Deanna wanted us to be accountable for our language, our assumptions, our impatience for silver bullets, our failure to really listen to kids and families. How we get our schools ready for kids, instead of kids ready for school. She believed that real solutions required sitting with complexity – understanding the tangle and tradeoffs, before crafting a response, a policy, or a solution.

While we miss Deanna deeply, we are so grateful to have been part of her story. We are grateful to you — our community school co-conspirators near and far, CCSPP partners, architects of policies, and fellow advocates for children and young people— for your love for Deanna and for this work. We know she will continue to guide us, and we will do our best to listen.

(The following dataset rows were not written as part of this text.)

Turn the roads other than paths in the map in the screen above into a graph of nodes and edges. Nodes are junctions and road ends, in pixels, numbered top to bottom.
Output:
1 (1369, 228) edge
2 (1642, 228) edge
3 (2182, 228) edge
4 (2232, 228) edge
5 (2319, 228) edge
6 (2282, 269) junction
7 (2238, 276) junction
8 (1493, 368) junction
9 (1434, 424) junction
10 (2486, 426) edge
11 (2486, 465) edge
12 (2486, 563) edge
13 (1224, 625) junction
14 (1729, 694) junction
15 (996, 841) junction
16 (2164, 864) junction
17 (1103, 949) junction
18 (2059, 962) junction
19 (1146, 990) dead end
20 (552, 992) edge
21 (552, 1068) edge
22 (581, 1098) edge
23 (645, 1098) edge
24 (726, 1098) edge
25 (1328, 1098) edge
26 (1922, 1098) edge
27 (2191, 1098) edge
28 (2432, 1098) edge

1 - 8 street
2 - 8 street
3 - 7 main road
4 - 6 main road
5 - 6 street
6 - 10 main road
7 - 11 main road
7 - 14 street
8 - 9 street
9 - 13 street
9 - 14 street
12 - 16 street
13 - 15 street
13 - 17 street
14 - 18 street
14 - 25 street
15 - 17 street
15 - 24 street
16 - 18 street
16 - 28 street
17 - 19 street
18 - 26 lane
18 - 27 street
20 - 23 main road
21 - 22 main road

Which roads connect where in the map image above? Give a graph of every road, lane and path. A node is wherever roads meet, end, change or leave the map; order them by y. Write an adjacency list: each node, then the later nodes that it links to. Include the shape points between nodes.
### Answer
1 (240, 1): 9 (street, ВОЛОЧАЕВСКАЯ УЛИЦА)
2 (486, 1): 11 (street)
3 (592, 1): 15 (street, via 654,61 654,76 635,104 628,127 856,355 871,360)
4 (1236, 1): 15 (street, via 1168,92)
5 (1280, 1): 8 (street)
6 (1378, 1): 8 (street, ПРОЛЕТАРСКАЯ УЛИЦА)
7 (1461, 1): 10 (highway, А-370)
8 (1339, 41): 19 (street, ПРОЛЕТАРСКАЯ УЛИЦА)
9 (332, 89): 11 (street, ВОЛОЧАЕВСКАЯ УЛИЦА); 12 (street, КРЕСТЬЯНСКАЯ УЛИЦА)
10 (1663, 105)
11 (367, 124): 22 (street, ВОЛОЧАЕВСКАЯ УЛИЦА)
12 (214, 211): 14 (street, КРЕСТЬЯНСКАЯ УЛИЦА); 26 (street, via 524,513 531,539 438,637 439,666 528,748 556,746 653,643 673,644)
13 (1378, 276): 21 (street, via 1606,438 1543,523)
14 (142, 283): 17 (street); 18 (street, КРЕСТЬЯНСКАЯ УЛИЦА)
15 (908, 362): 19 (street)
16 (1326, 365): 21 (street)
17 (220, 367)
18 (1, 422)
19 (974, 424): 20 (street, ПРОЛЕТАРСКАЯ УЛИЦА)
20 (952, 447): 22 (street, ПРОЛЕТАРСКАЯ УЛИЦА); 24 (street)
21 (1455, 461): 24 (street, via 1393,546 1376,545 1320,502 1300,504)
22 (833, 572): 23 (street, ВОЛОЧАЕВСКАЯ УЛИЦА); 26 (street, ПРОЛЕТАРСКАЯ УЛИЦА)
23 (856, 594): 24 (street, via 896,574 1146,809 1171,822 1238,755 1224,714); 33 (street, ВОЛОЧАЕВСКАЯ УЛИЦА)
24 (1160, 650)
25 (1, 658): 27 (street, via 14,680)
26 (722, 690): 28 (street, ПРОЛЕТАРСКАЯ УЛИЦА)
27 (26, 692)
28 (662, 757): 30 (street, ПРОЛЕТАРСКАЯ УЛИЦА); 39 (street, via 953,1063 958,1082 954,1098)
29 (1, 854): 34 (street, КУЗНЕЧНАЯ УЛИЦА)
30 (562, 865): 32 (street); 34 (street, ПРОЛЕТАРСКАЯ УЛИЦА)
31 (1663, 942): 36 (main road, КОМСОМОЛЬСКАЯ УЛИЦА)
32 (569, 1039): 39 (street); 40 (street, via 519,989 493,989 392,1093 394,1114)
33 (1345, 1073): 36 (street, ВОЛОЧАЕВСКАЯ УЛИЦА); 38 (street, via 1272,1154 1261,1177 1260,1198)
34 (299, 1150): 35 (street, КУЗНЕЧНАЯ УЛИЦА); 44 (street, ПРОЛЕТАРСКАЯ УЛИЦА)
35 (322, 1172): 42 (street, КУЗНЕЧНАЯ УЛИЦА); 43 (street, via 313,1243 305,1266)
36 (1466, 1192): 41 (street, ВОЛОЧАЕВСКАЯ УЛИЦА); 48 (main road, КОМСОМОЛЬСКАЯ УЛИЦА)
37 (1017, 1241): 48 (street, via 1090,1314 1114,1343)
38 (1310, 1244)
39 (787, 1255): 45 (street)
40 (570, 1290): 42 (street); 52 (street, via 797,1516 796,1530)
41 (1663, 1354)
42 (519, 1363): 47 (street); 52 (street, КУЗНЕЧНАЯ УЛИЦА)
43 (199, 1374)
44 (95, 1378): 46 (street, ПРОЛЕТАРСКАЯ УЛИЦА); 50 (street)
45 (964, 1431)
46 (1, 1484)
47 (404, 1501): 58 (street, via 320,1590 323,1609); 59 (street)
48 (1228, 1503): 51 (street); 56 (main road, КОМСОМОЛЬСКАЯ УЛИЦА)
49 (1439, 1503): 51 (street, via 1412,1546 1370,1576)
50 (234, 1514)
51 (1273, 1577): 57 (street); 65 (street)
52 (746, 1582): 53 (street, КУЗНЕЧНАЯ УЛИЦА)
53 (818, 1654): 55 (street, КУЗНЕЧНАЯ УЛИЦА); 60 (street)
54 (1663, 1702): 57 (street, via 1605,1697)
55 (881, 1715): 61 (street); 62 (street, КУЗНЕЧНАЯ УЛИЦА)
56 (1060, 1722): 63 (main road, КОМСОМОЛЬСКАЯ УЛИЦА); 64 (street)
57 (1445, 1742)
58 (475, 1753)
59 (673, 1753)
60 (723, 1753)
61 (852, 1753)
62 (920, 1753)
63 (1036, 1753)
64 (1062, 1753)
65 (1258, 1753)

CSLX is honored to host a celebration of Deanna’s life and legacy in early May in the Bay Area, California. If you are interested in attending, please let us know so we can follow up with details.

In the meantime, please carry her spirit forward in your work. Keep it centered on what’s best for children and young people. Sit with complexity. Act with humility. Listen to each other. And if you’re so inclined, cuddle a four-legged friend or chase an eclipse. Deanna loved both, among so many other things.